I am at Dillington Hall for a few days, bookbinding. They have tools here that I do not own, most importantly a plow for cutting the edges. The tutor is Angela Sutton. So I have come with three projects to deal with. What I have done so far is to sew a book which arrived in printers sheets and to plow all three edge. Then I made up endpapers which are being pressed over night. Today I shall attach them and then go on to the second project which was originally to makes a small slipcase for a set of pamphlets on gardening but I discovered interesting info about the pamphlets. I acquired from the books of a relative who died recently. There are 12 and all in the same format.

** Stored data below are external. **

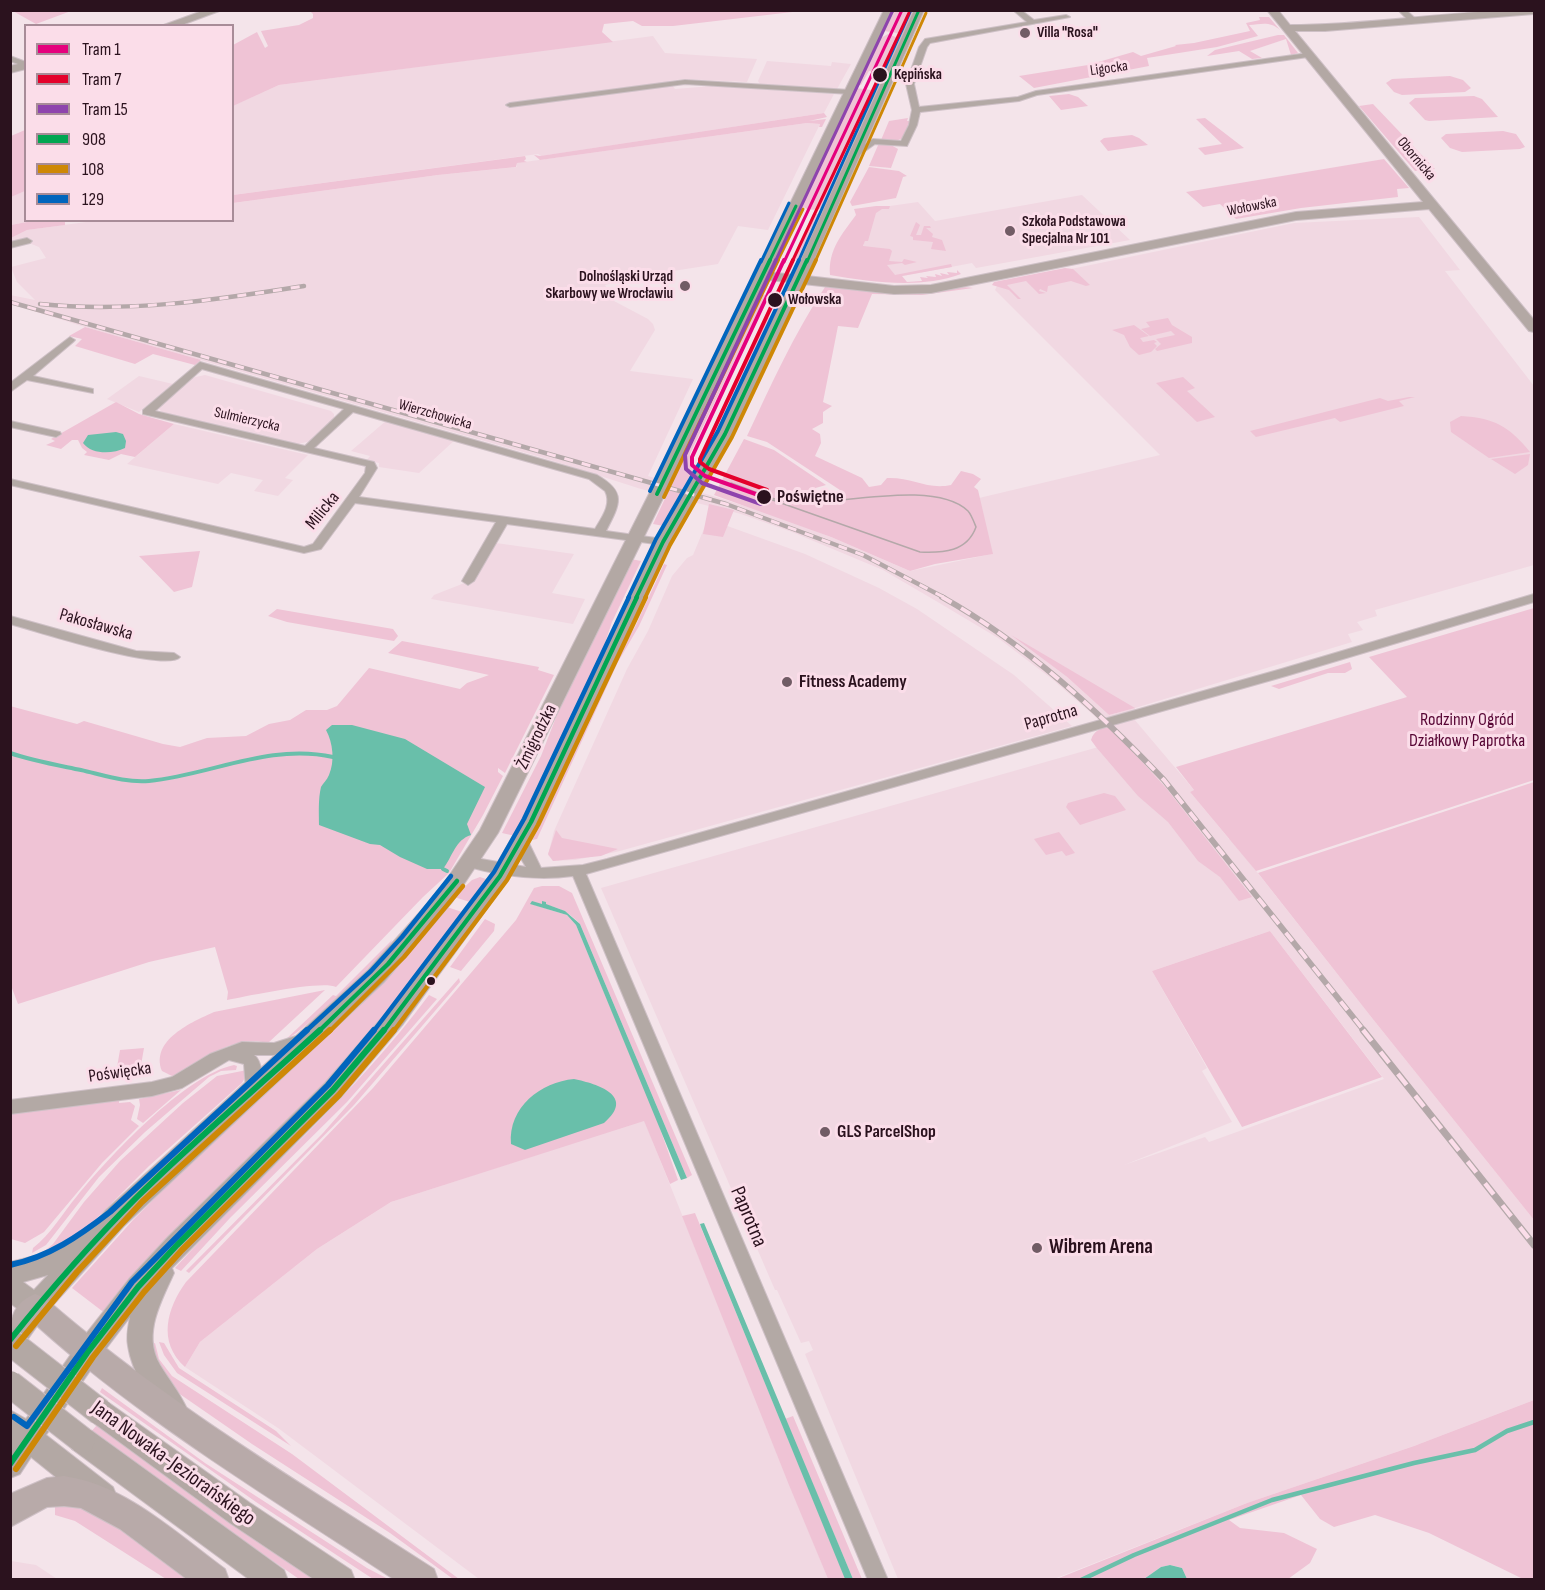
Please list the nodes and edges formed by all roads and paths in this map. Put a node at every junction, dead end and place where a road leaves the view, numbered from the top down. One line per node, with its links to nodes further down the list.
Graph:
1 (217, 10): 11 (main road)
2 (889, 10): 13 (main road, Żmigrodzka)
3 (919, 10): 14 (main road, Żmigrodzka)
4 (1016, 10): 10 (street)
5 (1272, 10): 12 (main road, Obornicka)
6 (1401, 10): 9 (street)
7 (1534, 11): 9 (main road)
8 (1066, 17): 10 (street)
9 (1414, 21): 12 (main road)
10 (1032, 22): 20 (street)
11 (172, 24)
12 (1289, 30): 15 (main road, Obornicka)
13 (877, 36): 14 (main road); 18 (main road, Żmigrodzka)
14 (904, 42): 21 (main road, Żmigrodzka)
15 (1308, 55): 20 (street, Ligocka); 23 (main road, Obornicka)
16 (10, 58): 17 (street)
17 (24, 65)
18 (850, 92): 19 (street); 22 (main road, Żmigrodzka)
19 (510, 105)
20 (916, 110): 21 (street)
21 (870, 136): 24 (main road, Żmigrodzka)
22 (798, 201): 24 (main road); 27 (main road, Żmigrodzka)
23 (1432, 205): 28 (main road, Wołowska); 29 (main road, Obornicka)
24 (829, 209): 28 (main road, Żmigrodzka)
25 (27, 242): 26 (street)
26 (10, 245)
27 (761, 275): 28 (main road, Wołowska); 43 (main road, Żmigrodzka)
28 (799, 279): 44 (main road, Żmigrodzka)
29 (1534, 328)
30 (70, 340): 32 (street)
31 (200, 365): 35 (street, Wierzchowicka); 38 (street, Sulmierzycka)
32 (25, 377): 33 (street); 34 (street)
33 (10, 389)
34 (88, 391)
35 (351, 408): 38 (street); 42 (street, Wierzchowicka)
36 (10, 424): 37 (street)
37 (56, 434)
38 (307, 449): 40 (street, Sulmierzycka)
39 (10, 482): 40 (street, Milicka)
40 (352, 499): 41 (street, Milicka)
41 (503, 520): 42 (street, Milicka); 45 (street)
42 (599, 533): 43 (street, Milicka)
43 (634, 538): 44 (street, Milicka); 50 (main road, Żmigrodzka)
44 (663, 542): 49 (main road, Żmigrodzka)
45 (468, 581)
46 (1534, 598): 52 (street, Paprotna)
47 (10, 620): 48 (street, Pakosławska)
48 (174, 657)
49 (521, 841): 51 (main road, Żmigrodzka); 53 (street)
50 (470, 862): 51 (street, Paprotna); 54 (main road, Żmigrodzka)
51 (503, 871): 53 (street, Paprotna); 59 (main road, Żmigrodzka)
52 (578, 872): 53 (street, Paprotna); 75 (street, Paprotna)
53 (537, 874)
54 (314, 1035): 55 (street, Poświęcka); 56 (main road, Żmigrodzka)
55 (226, 1054): 56 (street); 57 (street, Poświęcka)
56 (254, 1090): 58 (main road, Żmigrodzka)
57 (10, 1107)
58 (115, 1218): 60 (main road); 62 (main road, Żmigrodzka)
59 (177, 1245): 64 (main road, Żmigrodzka); 66 (main road)
60 (10, 1273)
61 (10, 1287): 62 (main road)
62 (35, 1307): 63 (main road, Żmigrodzka); 64 (main road)
63 (10, 1342): 73 (main road, Jana Nowaka-Jeziorańskiego, bridge)
64 (87, 1353): 66 (main road); 67 (main road, Żmigrodzka)
65 (10, 1384): 72 (main road, Jana Nowaka-Jeziorańskiego, bridge)
66 (186, 1425): 74 (main road)
67 (20, 1430): 68 (main road, Żmigrodzka); 69 (main road)
68 (10, 1465)
69 (112, 1505): 70 (main road); 71 (main road)
70 (10, 1512)
71 (214, 1580)
72 (274, 1580)
73 (340, 1580)
74 (423, 1580)
75 (878, 1580)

Four inches square, stapled on the spine (which had gone rusty and stained the pages, Mr Cuthberts Herbaceous Borders is a typical title. They are priced at 9 pence each. On looking up the web, I found they were published in 1953 and are sold for about ten pounds each these days. Well I like them and have removed the staples and resend some on them. The first job today is to finish the sewing and then start on the slipcase.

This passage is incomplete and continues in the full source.